If we had more battery storage, it would help in persistently cloudy conditions but would increase system cost. Lower battery storage would decrease reliability. Thus, a system can be optimized for each situation taking into account reliability requirements and local solar irradiation data. These tradeoffs are explored in more detail in Ember’s report.
Examples
Battery-paired solar farms and solar-powered data centers are springing up everywhere! Countries like China and India are significantly reducing their fossil fuel imports (and increasing their energy security) by relying on battery-paired solar farms. Fully 75% of new solar farms in the U.S. have batteries on-site. The United Arab Emirates is developing a gigawatt-scale 24×365 solar project which will consist of a 5.2 GW photovoltaic plant combined with 19 GWh of batteries to provide 1GW of uninterrupted supply to the grid.

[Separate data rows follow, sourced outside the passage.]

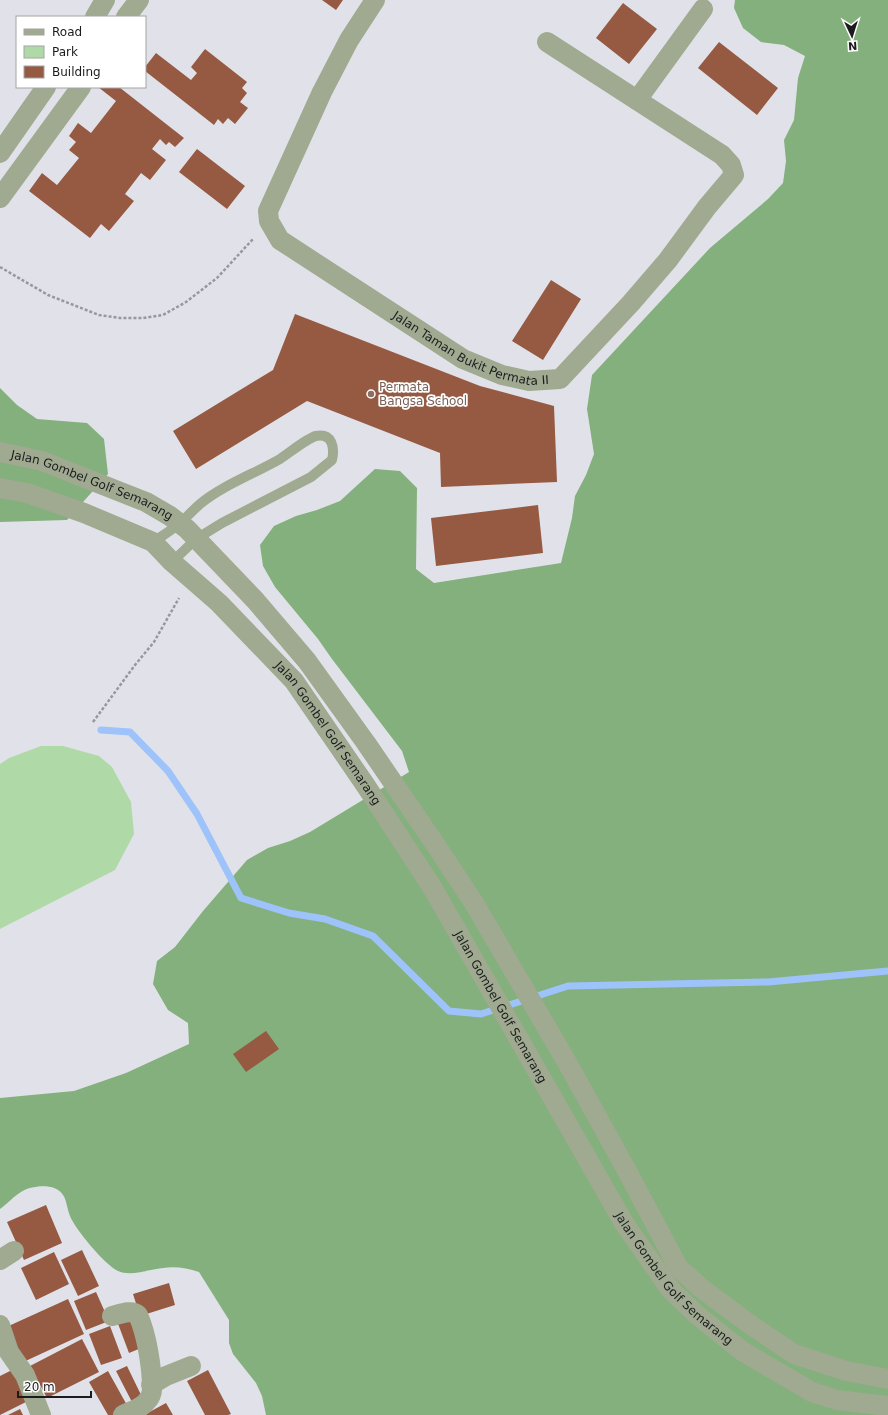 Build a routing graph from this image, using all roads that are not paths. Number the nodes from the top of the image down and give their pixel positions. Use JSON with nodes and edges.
{"nodes":[{"id":1,"x":106,"y":0,"type":"edge"},
{"id":2,"x":139,"y":0,"type":"edge"},
{"id":3,"x":375,"y":0,"type":"edge"},
{"id":4,"x":703,"y":9,"type":"dead end"},
{"id":5,"x":96,"y":16,"type":"edge"},
{"id":6,"x":127,"y":16,"type":"edge"},
{"id":7,"x":547,"y":42,"type":"dead end"},
{"id":8,"x":45,"y":88,"type":"edge"},
{"id":9,"x":80,"y":88,"type":"edge"},
{"id":10,"x":637,"y":100,"type":"junction"},
{"id":11,"x":0,"y":153,"type":"edge"},
{"id":12,"x":0,"y":198,"type":"edge"},
{"id":13,"x":0,"y":452,"type":"edge"},
{"id":14,"x":0,"y":488,"type":"edge"},
{"id":15,"x":180,"y":524,"type":"junction"},
{"id":16,"x":196,"y":539,"type":"junction"},
{"id":17,"x":153,"y":542,"type":"junction"},
{"id":18,"x":172,"y":562,"type":"junction"},
{"id":19,"x":521,"y":982,"type":"junction"},
{"id":20,"x":494,"y":993,"type":"junction"},
{"id":21,"x":112,"y":1316,"type":"dead end"},
{"id":22,"x":0,"y":1325,"type":"edge"},
{"id":23,"x":794,"y":1354,"type":"junction"},
{"id":24,"x":191,"y":1366,"type":"dead end"},
{"id":25,"x":782,"y":1375,"type":"junction"},
{"id":26,"x":888,"y":1379,"type":"edge"},
{"id":27,"x":151,"y":1385,"type":"junction"},
{"id":28,"x":888,"y":1406,"type":"edge"},
{"id":29,"x":41,"y":1415,"type":"edge"},
{"id":30,"x":123,"y":1415,"type":"edge"}],
"edges":[{"from":1,"to":5,"type":"street"},
{"from":2,"to":6,"type":"street"},
{"from":3,"to":10,"type":"street","name":"Jalan Taman Bukit Permata II"},
{"from":4,"to":10,"type":"street"},
{"from":7,"to":10,"type":"street","name":"Jalan Taman Bukit Permata II"},
{"from":8,"to":11,"type":"street"},
{"from":9,"to":12,"type":"street"},
{"from":13,"to":15,"type":"street","name":"Jalan Gombel Golf Semarang"},
{"from":14,"to":17,"type":"street","name":"Jalan Gombel Golf Semarang"},
{"from":15,"to":16,"type":"street","name":"Jalan Gombel Golf Semarang"},
{"from":15,"to":16,"type":"lane","name":"Jalan Gombel Golf Semarang"},
{"from":15,"to":17,"type":"lane","name":"Jalan Gombel Golf Semarang"},
{"from":16,"to":18,"type":"lane"},
{"from":16,"to":19,"type":"street","name":"Jalan Gombel Golf Semarang"},
{"from":17,"to":18,"type":"street","name":"Jalan Gombel Golf Semarang"},
{"from":18,"to":20,"type":"street","name":"Jalan Gombel Golf Semarang"},
{"from":19,"to":20,"type":"street"},
{"from":19,"to":23,"type":"street","name":"Jalan Gombel Golf Semarang"},
{"from":20,"to":25,"type":"street","name":"Jalan Gombel Golf Semarang"},
{"from":21,"to":27,"type":"street"},
{"from":22,"to":29,"type":"street"},
{"from":23,"to":25,"type":"street"},
{"from":23,"to":26,"type":"street","name":"Jalan Gombel Golf Semarang"},
{"from":24,"to":27,"type":"street"},
{"from":25,"to":28,"type":"street","name":"Jalan Gombel Golf Semarang"},
{"from":27,"to":30,"type":"street"}]}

Sonoran in Arizona and the Mesa plant in Australia are smaller examples of the same. Dubai has a solar-powered data center. The world’s largest solar-powered data center is the 100 MW Moro Hub in the United Arab Emirates that was commissioned in 2022. A titanium melting furnace in West Virginia operates on solar electricity as does a 16-hotel resort in Saidi Arabia. As trends advance, watch for these generation plants to dominate new energy capacity construction, irrespective of national priorities and policies.
Conclusions
We are at an exciting juncture in the evolution of electricity generation. For the first time in history, solar power combined with batteries gives us the cheapest, cleanest, firm dispatchable energy. What is more, it is ideal for data centers, factories and remote locations with inadequate (or non-existent) grid resources. Now that we are at the economic inflection point, watch for massive disruption in the electricity generation space, with concomitant environmental benefits! This is the beginning of the end of coal, gas and nuclear generation.